The world would have been aghast. It would have been, people would say, worse than Watergate.
Something similar did, in fact, happen at the D.N.C. two years ago, and it was worse than Watergate. This wasn’t just one party spying on the other; these were hackers under orders from President Vladimir V. Putin of Russia who were trying to “undermine public faith in the U.S. democratic process,” according to a report released Friday by the office of the director of national intelligence. But the immediate reaction to the break-in was nothing like what followed Watergate.
That’s because most of us don’t think of hacking as a crime like breaking and entering. Before the D.N.C. break-in, I thought of hacking as a prank by mischievous tech-savvy people to get revenge. When North Koreans hacked Sony Pictures in 2014 in retaliation for making the satire “The Interview,” I was much more disturbed by the embarrassing things the movie executives said in emails to one another than by how easy it was for a dictator to punish critics in the United States. It wasn’t until I lived through the Russian hackings of Democratic staff members and organizations that I realized how dangerous such an attitude could be. [Continue reading…]
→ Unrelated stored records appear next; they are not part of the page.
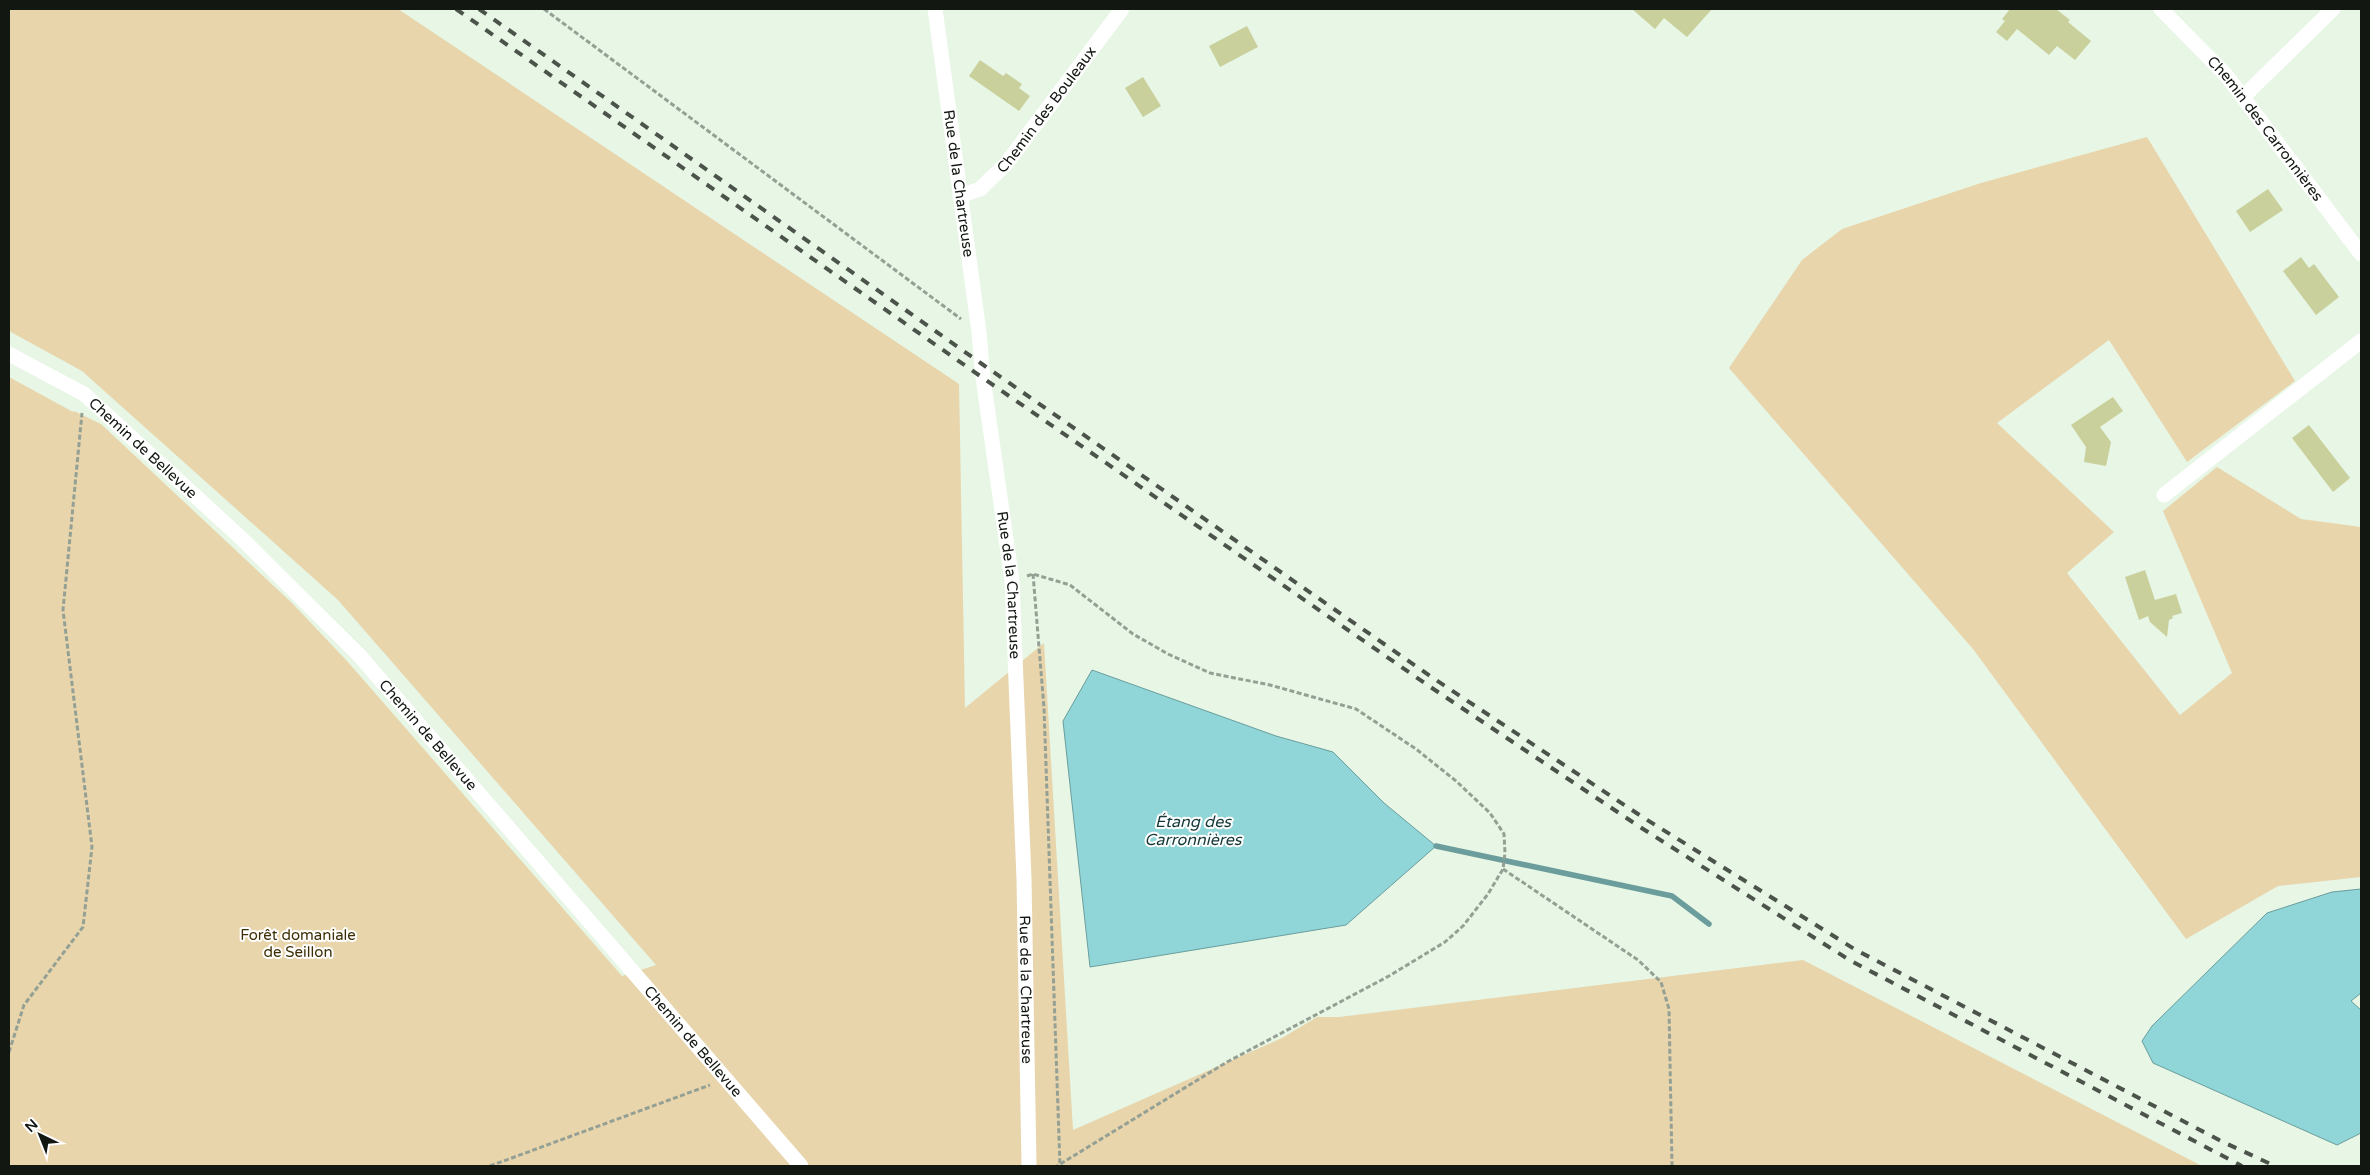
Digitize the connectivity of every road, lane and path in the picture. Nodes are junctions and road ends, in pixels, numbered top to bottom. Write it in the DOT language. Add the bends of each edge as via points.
graph roads {
  1 [pos="544,9"];
  2 [pos="935,9"];
  3 [pos="1122,9"];
  4 [pos="2161,9"];
  5 [pos="2333,9"];
  6 [pos="2243,97"];
  7 [pos="960,196"];
  8 [pos="2361,254"];
  9 [pos="979,332"];
  10 [pos="2361,341"];
  11 [pos="9,354"];
  12 [pos="84,394"];
  13 [pos="2164,495"];
  14 [pos="1033,574"];
  15 [pos="1012,581"];
  16 [pos="1503,869"];
  17 [pos="9,1052"];
  18 [pos="726,1079"];
  19 [pos="490,1166"];
  20 [pos="801,1166"];
  21 [pos="1029,1166"];
  22 [pos="1059,1166"];
  23 [pos="1672,1166"];
  1 -- 9 [label="path"];
  2 -- 7 [label="street, Rue de la Chartreuse"];
  3 -- 7 [label="street, Chemin des Bouleaux" via="1006,164 980,189"];
  4 -- 6 [label="street, Chemin des Carronnières" via="2226,75"];
  5 -- 6 [label="street"];
  6 -- 8 [label="street, Chemin des Carronnières"];
  7 -- 9 [label="street, Rue de la Chartreuse"];
  9 -- 15 [label="street, Rue de la Chartreuse"];
  10 -- 13 [label="street"];
  11 -- 12 [label="street, Chemin de Bellevue"];
  12 -- 17 [label="path" via="63,610 92,847 83,927 24,1006"];
  12 -- 18 [label="street, Chemin de Bellevue" via="240,537 359,655"];
  14 -- 15 [label="path"];
  14 -- 16 [label="path" via="1070,585 1132,634 1210,673 1270,685 1356,709 1423,754 1490,812 1504,834"];
  14 -- 22 [label="path" via="1044,708"];
  15 -- 21 [label="street, Rue de la Chartreuse" via="1024,879"];
  16 -- 22 [label="path" via="1463,926 1445,942 1227,1062"];
  16 -- 23 [label="path" via="1638,960 1661,982 1669,1009"];
  18 -- 19 [label="path"];
  18 -- 20 [label="street, Chemin de Bellevue"];
}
Glenn Greenwald insists that “there is no evidence” that Putin instigated the DNC hacking. As a lawyer, Greenwald must know that when he says this, he is lying — not mispeaking, not being mistaken, not confused, but lying. Why so?
It’s perfectly legitimate to argue that evidence, if it exists, should be presented to the public so that Americans are not being asked to accept the claims of the intelligence agencies simply in good faith. Just because James Clapper says something happened doesn’t make it true.
But there is a huge difference between protesting against the fact that we have not seen the evidence and claiming that such evidence does not exist.
What Greenwald is doing, is what the Russians themselves are doing by dismissing these accusations as baseless speculation.
The line distinguishing between the presentation of evidence and the existence of evidence is purposefully being obscured. It is being obscured in order to deceive an audience that lacks the discernment to spot the difference.